-- What to do --
Isolate every line in the data with the string "Straße" and copy it.

(Extracted data entries)
↓↓↓

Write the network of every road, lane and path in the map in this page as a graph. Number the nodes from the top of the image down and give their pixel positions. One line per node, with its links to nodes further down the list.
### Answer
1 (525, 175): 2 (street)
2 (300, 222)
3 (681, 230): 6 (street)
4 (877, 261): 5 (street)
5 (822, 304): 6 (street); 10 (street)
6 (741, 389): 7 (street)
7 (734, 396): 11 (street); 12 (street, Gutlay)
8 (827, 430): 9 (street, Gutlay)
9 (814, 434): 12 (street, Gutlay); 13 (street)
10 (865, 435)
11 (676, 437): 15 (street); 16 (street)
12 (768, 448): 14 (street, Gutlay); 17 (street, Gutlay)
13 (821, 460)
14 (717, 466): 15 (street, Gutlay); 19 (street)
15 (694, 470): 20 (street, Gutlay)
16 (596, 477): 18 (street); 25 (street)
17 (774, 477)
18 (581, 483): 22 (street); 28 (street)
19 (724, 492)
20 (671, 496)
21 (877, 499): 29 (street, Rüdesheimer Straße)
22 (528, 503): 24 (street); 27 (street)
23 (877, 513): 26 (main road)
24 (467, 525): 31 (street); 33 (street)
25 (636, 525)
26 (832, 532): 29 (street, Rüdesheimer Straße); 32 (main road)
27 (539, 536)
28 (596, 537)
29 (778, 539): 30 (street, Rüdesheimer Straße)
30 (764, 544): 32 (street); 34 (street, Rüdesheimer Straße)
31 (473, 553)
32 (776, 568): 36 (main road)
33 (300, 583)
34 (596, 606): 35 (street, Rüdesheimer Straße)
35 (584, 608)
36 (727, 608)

↑↑↑

-- Result for this task --
21 (877, 499): 29 (street, Rüdesheimer Straße)
26 (832, 532): 29 (street, Rüdesheimer Straße); 32 (main road)
29 (778, 539): 30 (street, Rüdesheimer Straße)
30 (764, 544): 32 (street); 34 (street, Rüdesheimer Straße)
34 (596, 606): 35 (street, Rüdesheimer Straße)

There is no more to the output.